Tamam, YES’imizi aldık, sonra ne yapacağız?

Evet, üretici, elde ettiği YES’i Foton Platformu’nda satışa çıkaracak. Alıcı da büyük olasılılkla GHG Protocol raporlaması yapmak durumunda olan kurumsal bir şirket olacaktır. 

Platform ne zaman faaliyete geçecek?

21 Nisan’da Türkiye’de yenilenebilir enerji tedariği konusunda hassasiyete sahip tüketicilere ilk sunumumuzu gerçekleştirerek platformu hayata geçireceğiz. Akabinde 28 Nisan’da yenilenebilir enerji üreticilerinin katılacağı bir konferans düzenleyeceğiz. Dijital ortamda gerçekleştirilecek bu video tanıtım konferanslarının ardından sistemimiz üzerinde ilk blokzincir (BlockChain) tabanlı sertifika ticaretleri gerçekleştirilmeye başlanacak. 

Son olarak Foton Enerji şirketini tanıyabilir miyiz? Kimler kurdu?

Foton Enerji Ağustos 2019’da Sıla Duran ve Can Arslan tarafından kuruldu. Sıla Duran aynı zamanda bu işin fikir anası sayılır.

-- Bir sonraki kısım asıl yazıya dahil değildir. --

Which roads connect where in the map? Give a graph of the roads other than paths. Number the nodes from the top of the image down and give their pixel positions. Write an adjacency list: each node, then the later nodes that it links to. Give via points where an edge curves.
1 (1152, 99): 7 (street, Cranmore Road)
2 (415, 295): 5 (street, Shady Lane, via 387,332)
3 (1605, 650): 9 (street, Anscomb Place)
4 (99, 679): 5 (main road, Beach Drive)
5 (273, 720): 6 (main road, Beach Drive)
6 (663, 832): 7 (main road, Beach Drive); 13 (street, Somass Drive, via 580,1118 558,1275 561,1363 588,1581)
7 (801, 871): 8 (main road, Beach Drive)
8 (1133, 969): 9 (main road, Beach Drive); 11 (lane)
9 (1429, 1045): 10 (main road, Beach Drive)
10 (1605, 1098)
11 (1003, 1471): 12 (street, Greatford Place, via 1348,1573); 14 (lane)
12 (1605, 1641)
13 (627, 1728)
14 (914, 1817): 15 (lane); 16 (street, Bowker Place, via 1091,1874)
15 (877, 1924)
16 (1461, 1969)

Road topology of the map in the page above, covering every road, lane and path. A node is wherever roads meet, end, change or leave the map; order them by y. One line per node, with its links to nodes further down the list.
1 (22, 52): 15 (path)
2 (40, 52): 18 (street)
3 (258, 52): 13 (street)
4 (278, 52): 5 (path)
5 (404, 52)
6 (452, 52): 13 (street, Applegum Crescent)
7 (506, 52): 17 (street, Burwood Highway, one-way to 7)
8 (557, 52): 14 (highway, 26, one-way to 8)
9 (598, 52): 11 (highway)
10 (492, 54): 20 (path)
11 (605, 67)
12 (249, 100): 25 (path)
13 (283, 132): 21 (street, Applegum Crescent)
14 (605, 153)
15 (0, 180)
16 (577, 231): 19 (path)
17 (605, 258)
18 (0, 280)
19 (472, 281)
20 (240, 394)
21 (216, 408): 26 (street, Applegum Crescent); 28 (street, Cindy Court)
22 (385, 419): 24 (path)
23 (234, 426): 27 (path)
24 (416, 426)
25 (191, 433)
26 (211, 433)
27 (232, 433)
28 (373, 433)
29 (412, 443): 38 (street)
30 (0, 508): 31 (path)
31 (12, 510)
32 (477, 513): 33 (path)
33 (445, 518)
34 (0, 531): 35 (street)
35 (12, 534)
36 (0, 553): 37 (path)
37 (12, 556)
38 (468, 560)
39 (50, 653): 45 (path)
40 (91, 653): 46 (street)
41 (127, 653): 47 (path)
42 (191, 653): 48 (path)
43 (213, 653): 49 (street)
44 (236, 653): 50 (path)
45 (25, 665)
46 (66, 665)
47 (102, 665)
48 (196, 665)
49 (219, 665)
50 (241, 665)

Kendisi yaklaşık sekiz yıldan beri büyük ölçekli kurumsal tüketicilerin çalıştıkları enerji şirketleri üzerinden YES’ler edinmelerini sağlıyor. Duran, saha tecrübesiyle söz konusu sertifikaların oluşturulması, satışı ve ticareti süreçlerinin daha kurumsal şekilde yürütülmesi için Türkiye’de bir platforma ihtiyaç duyulduğunun farkında. O yüzden böyle bir platform için kendisiyle birlikte harekete geçtik. Benim buradaki rolüm ise esas itibariyle platformun altyapısının BlokZincir (dünyada yaygın bilinen adıyla BlockChain) üzerinde inşa edilmesini sağlamak. Çünkü ben de bu alanda tecrübeliyim. Halen Uluslararası Enerji BlokZincir Derneği’nin (Energy Web Foundation) Türkiye Temsilcisi’yim.